Степь и Империя. Книга I. СТЕПЬ
Шрифт:
Так вот, «актриса» была поразительно похожа на упомянутый парадный портрет, вплоть до прически, макияжа, драгоценностей и платья. От платья, правда, остались лишь рукава, высокий ворот и верхняя часть лифа, не прикрывающая сосков. Зрителям ничто не мешало любоваться белокурой имперской девкой, готовой взять у пса и способной дать коню.
— Посол, рассказывая об этом, был в растерянности. Его прямая обязанность — довести эту оскорбительную историю до сведения монарха. Но этот мужественный человек, а работа дипломата во враждебных Халифатах требует большого мужества, пришел к Верховному советоваться, как ему поступить. А что Вы думаете об этой истории,
— Это война! — выдохнул Сотник. — Это прямое оскорбление Империи, как минимум. А если речь действительно идет о любовнице Императора, — и на здоровье, дай Единый ему здоровья, — то впервые за многие столетия южанам удалось оскорбить и задеть Императора лично.
— Ну, это если он об этом узнает, — возразил инквизитор.
— Вы дразните меня, мастер Питер? — фыркнул Сотник. — Султан сделает все, чтоб история о представлении, которое имперский посол досмотрел до конца, стала известной всему Югу и всему Миру. Это война!
— Скажем так, это явный повод для войны. Но как вести войну, если до врага не менее 4 месяцев плавания во враждебных водах, кишащих боевыми кораблями? А больше ничего Вас в это истории не смущает?
— Животных играли переодетые актеры?
— Нет, нормальные звери. — саркастически дернул уголком рта инквизитор. — Дресированные, наверное, но вполне природные звери…
— Женщина не может принять коня! Да и осла, впрочем, тоже…
— И, тем не менее, нет никаких оснований сомневаться в словах посла. Это человек, для которого умение наблюдать и идеальная память необходимые признаки профессии, — настаивал на своем инквизитор. — Мне вновь не приходит в голову ничего, кроме богопротивной магии, способной настолько изменить душу и тело женщины всего за несколько месяцев.
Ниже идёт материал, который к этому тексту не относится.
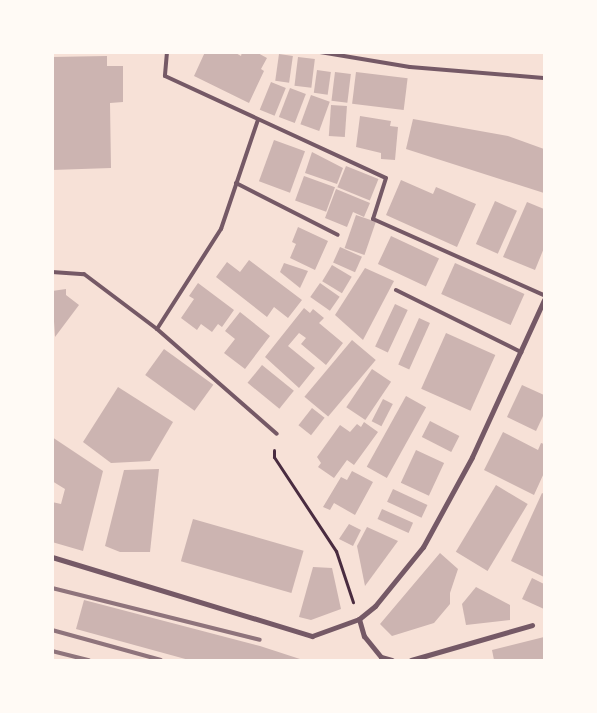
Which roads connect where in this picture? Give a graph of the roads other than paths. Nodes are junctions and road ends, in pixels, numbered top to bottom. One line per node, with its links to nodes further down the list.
1 (167, 52): 4 (lane)
2 (320, 52): 3 (lane)
3 (544, 78)
4 (258, 120): 5 (lane); 9 (lane)
5 (236, 183): 6 (lane); 11 (lane)
6 (338, 235)
7 (52, 272): 11 (lane)
8 (396, 290): 12 (lane)
9 (544, 295)
10 (544, 300): 12 (street)
11 (157, 329): 13 (lane)
12 (521, 352): 15 (street)
13 (277, 434)
14 (52, 557): 15 (street)
15 (359, 619): 17 (street)
16 (532, 625): 18 (street)
17 (392, 660)
18 (410, 660)

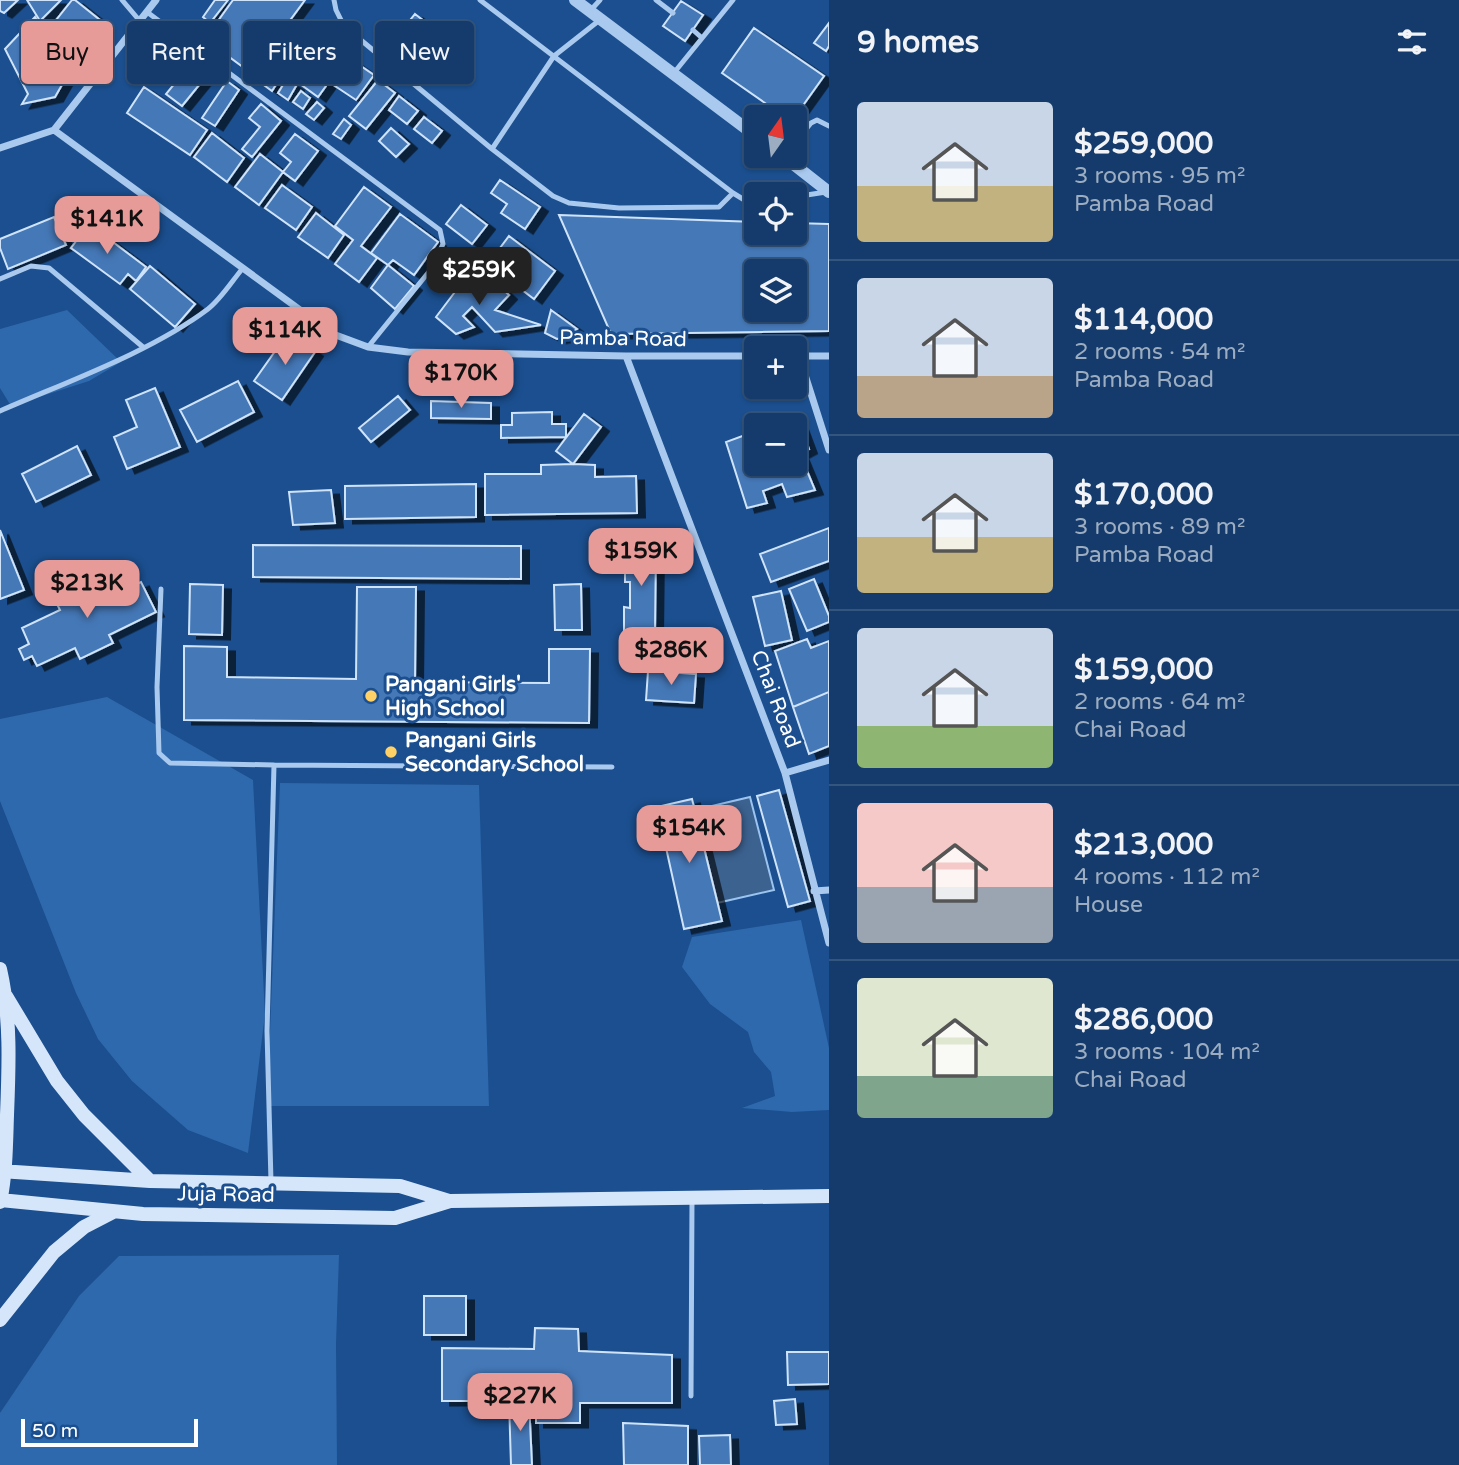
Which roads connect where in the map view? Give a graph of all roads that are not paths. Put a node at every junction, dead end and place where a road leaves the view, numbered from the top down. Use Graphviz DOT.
graph roads {
  1 [pos="122,0"];
  2 [pos="156,0"];
  3 [pos="334,0"];
  4 [pos="480,0"];
  5 [pos="575,0"];
  6 [pos="600,0"];
  7 [pos="656,0"];
  8 [pos="733,0"];
  9 [pos="147,12"];
  10 [pos="673,13"];
  11 [pos="596,15"];
  12 [pos="139,20"];
  13 [pos="693,30"];
  14 [pos="702,38"];
  15 [pos="554,56"];
  16 [pos="673,74"];
  17 [pos="829,126"];
  18 [pos="744,127"];
  19 [pos="807,128"];
  20 [pos="54,130"];
  21 [pos="0,148"];
  22 [pos="492,149"];
  23 [pos="799,168"];
  24 [pos="829,192"];
  25 [pos="733,193"];
  26 [pos="807,195"];
  27 [pos="744,200"];
  28 [pos="243,268"];
  29 [pos="0,279"];
  30 [pos="143,347"];
  31 [pos="368,347"];
  32 [pos="626,356"];
  33 [pos="744,356"];
  34 [pos="807,356"];
  35 [pos="829,356"];
  36 [pos="807,385"];
  37 [pos="0,411"];
  38 [pos="829,450"];
  39 [pos="161,589"];
  40 [pos="829,760"];
  41 [pos="274,765"];
  42 [pos="612,767"];
  43 [pos="785,773"];
  44 [pos="829,890"];
  45 [pos="814,891"];
  46 [pos="829,943"];
  47 [pos="0,969"];
  48 [pos="6,996"];
  49 [pos="3,1171"];
  50 [pos="150,1181"];
  51 [pos="271,1185"];
  52 [pos="829,1196"];
  53 [pos="692,1197"];
  54 [pos="0,1200"];
  55 [pos="450,1201"];
  56 [pos="114,1212"];
  57 [pos="0,1320"];
  58 [pos="691,1396"];
  1 -- 12 [label="lane"];
  2 -- 9 [label="street"];
  3 -- 22 [label="lane"];
  4 -- 15 [label="lane"];
  5 -- 11 [label="street"];
  6 -- 11 [label="lane"];
  7 -- 10 [label="lane"];
  8 -- 14 [label="lane"];
  9 -- 12 [label="street"];
  9 -- 31 [label="lane"];
  11 -- 15 [label="lane"];
  11 -- 16 [label="street"];
  12 -- 20 [label="street"];
  13 -- 14 [label="lane"];
  14 -- 16 [label="lane"];
  15 -- 22 [label="lane"];
  15 -- 25 [label="lane"];
  16 -- 18 [label="street"];
  17 -- 19 [label="lane"];
  20 -- 21 [label="street"];
  20 -- 28 [label="street, Pamba Road"];
  22 -- 25 [label="lane"];
  23 -- 24 [label="street"];
  24 -- 26 [label="lane"];
  25 -- 27 [label="lane"];
  28 -- 30 [label="lane"];
  28 -- 31 [label="street, Pamba Road"];
  29 -- 30 [label="lane"];
  30 -- 37 [label="lane"];
  31 -- 32 [label="street, Pamba Road"];
  32 -- 33 [label="street, Pamba Road"];
  32 -- 43 [label="street, Chai Road"];
  34 -- 35 [label="street"];
  36 -- 38 [label="street"];
  39 -- 41 [label="lane"];
  40 -- 43 [label="street"];
  41 -- 42 [label="lane"];
  41 -- 51 [label="lane"];
  43 -- 45 [label="street, Chai Road"];
  44 -- 45 [label="street"];
  45 -- 46 [label="street, Chai Road"];
  47 -- 48 [label="main road"];
  48 -- 49 [label="main road"];
  48 -- 50 [label="main road"];
  49 -- 50 [label="main road, Juja Road"];
  49 -- 54 [label="main road"];
  50 -- 51 [label="main road, Juja Road"];
  51 -- 55 [label="main road, Juja Road"];
  52 -- 53 [label="main road, Juja Road"];
  53 -- 55 [label="main road, Juja Road"];
  53 -- 58 [label="lane"];
  54 -- 56 [label="main road, Juja Road"];
  55 -- 56 [label="main road, Juja Road"];
  56 -- 57 [label="main road"];
}
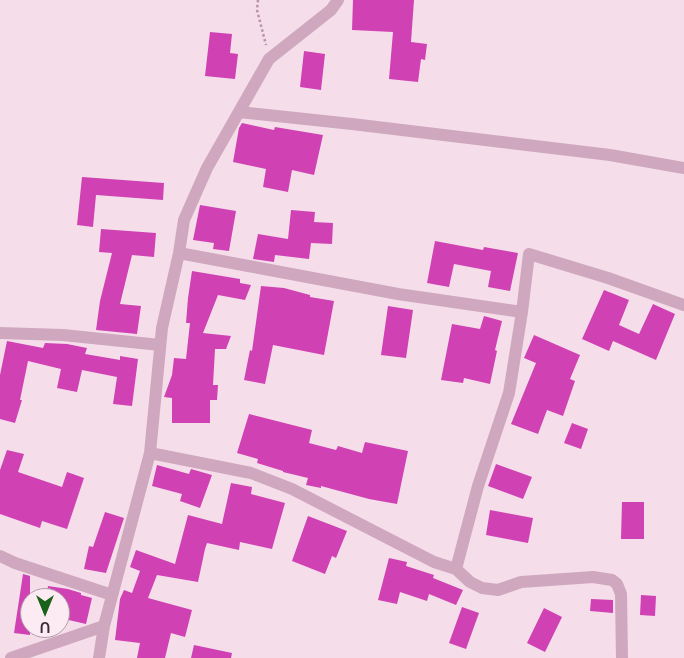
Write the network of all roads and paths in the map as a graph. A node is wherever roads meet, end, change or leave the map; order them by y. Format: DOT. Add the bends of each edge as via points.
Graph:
graph roads {
  1 [pos="258,0"];
  2 [pos="338,0"];
  3 [pos="269,59"];
  4 [pos="239,112"];
  5 [pos="684,168"];
  6 [pos="179,252"];
  7 [pos="684,305"];
  8 [pos="522,312"];
  9 [pos="0,332"];
  10 [pos="160,345"];
  11 [pos="150,453"];
  12 [pos="0,556"];
  13 [pos="456,569"];
  14 [pos="112,595"];
  15 [pos="104,626"];
  16 [pos="11,658"];
  17 [pos="99,658"];
  18 [pos="622,658"];
  1 -- 3 [label="path" via="257,10"];
  2 -- 3 [label="street" via="331,10"];
  3 -- 4 [label="street"];
  4 -- 5 [label="street" via="610,155"];
  4 -- 6 [label="street" via="207,168 184,220"];
  6 -- 8 [label="street" via="398,294"];
  6 -- 10 [label="street"];
  7 -- 8 [label="street" via="529,254"];
  8 -- 13 [label="street" via="509,393 478,486"];
  9 -- 10 [label="street" via="63,334"];
  10 -- 11 [label="street"];
  11 -- 13 [label="street" via="251,473 292,489 434,562"];
  11 -- 14 [label="street"];
  12 -- 14 [label="street"];
  13 -- 18 [label="street" via="470,582 498,590 521,582 593,577 612,580 621,594"];
  14 -- 15 [label="street"];
  15 -- 16 [label="street"];
  15 -- 17 [label="street"];
}
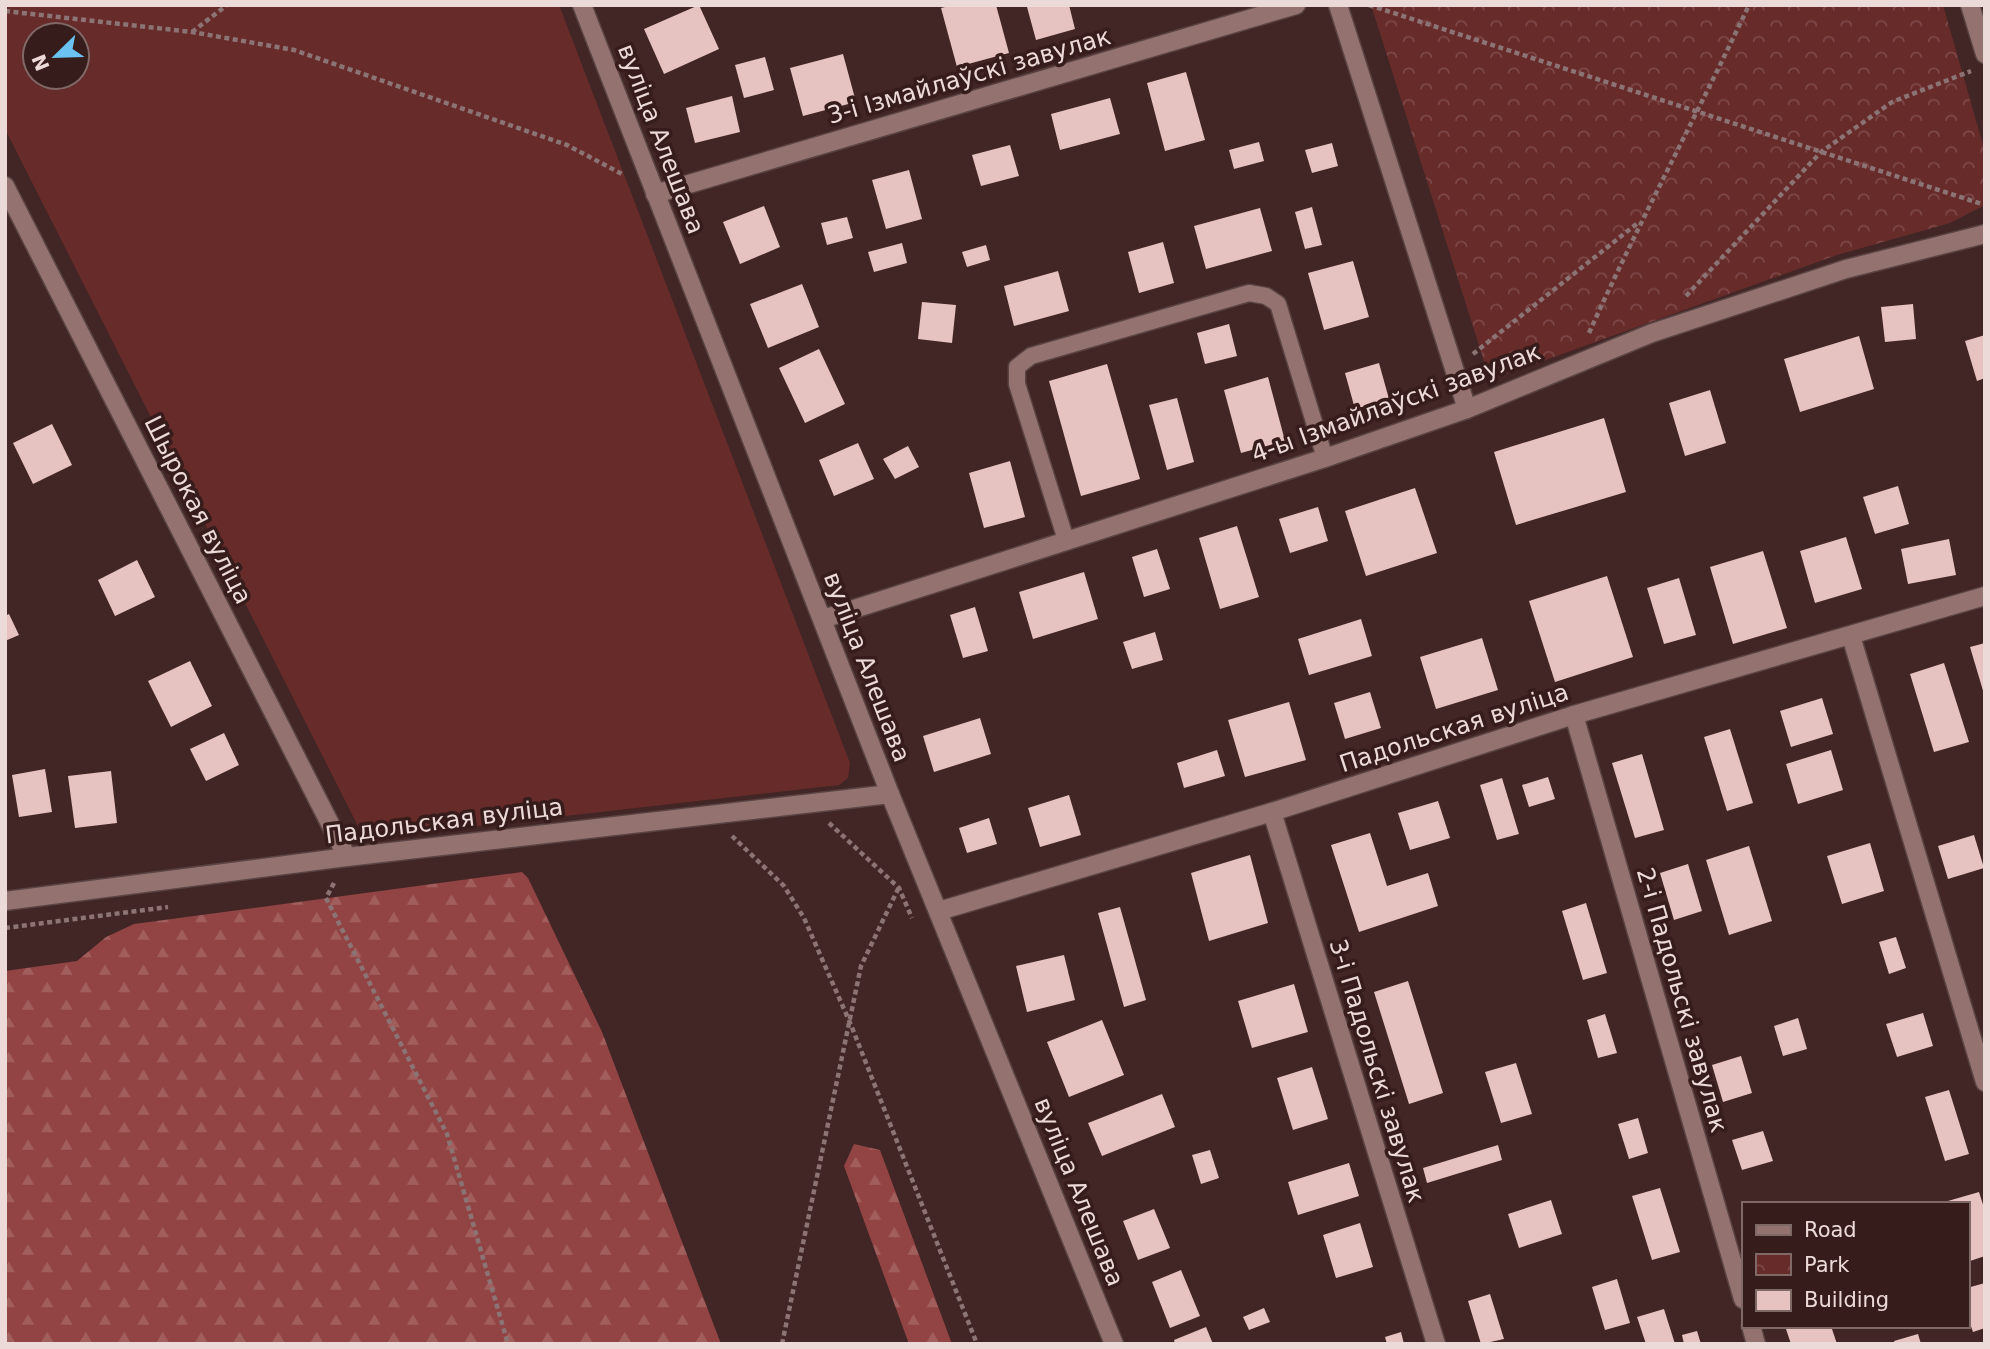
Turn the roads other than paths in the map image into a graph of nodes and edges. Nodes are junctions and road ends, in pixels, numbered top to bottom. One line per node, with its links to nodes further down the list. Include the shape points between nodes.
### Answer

— Или это действительно просто похожая женщина, а над сходством враги сознательно работали заранее, чтобы мы уверились, что они владеют подобной магией? Ввести противника в заблуждение относительно своих возможностей — чуть ли не аксиома воинских трактатов.
— Гм, а ведь может быть. Мне нравится, как Вы размышляете, мастер Абелард…
Глава 9. Господин и рабыня
Глава 9. Господин и рабыня
… ее ожидал Волк. Опустив взгляд на брошенную к его ногам рабыню, он сказал: «Время пришло. До Великого Брака светил осталось три дня…»
* * *
4 день 1 месяца лета (9 месяца года) 2009 г. Я.
Степь, Озерная Ярмарка
Волк был один в клановом шатре, если не считать приведшего Ирму надсмотрщика. Расслабленный, как кот, он развалился в деревянном кресле, густо покрытом тонкой резьбой. Одежда была под стать — халат из алой струящейся ткани, мягкие вышитые чувяки. В руке он держал тонкий кубок южной работы. Запах пряного вина витал в шатре. В этот момент Волк не был похож на сурового воина. Хотя, наверное, все-таки похож — на воина, который сибаритствует перед трудным походом. Так в расслабленности дремлющего кота кроется способность моментально броситься на добычу.
Но не всем дано видеть эту способность.
— До Великого Брака светил осталось три дня, — сказал Волк. — И все рабыни, нашедшие себе новых хозяев, уже покинули ярмарку.
На лице Ирмы сначала не отразилось ничего.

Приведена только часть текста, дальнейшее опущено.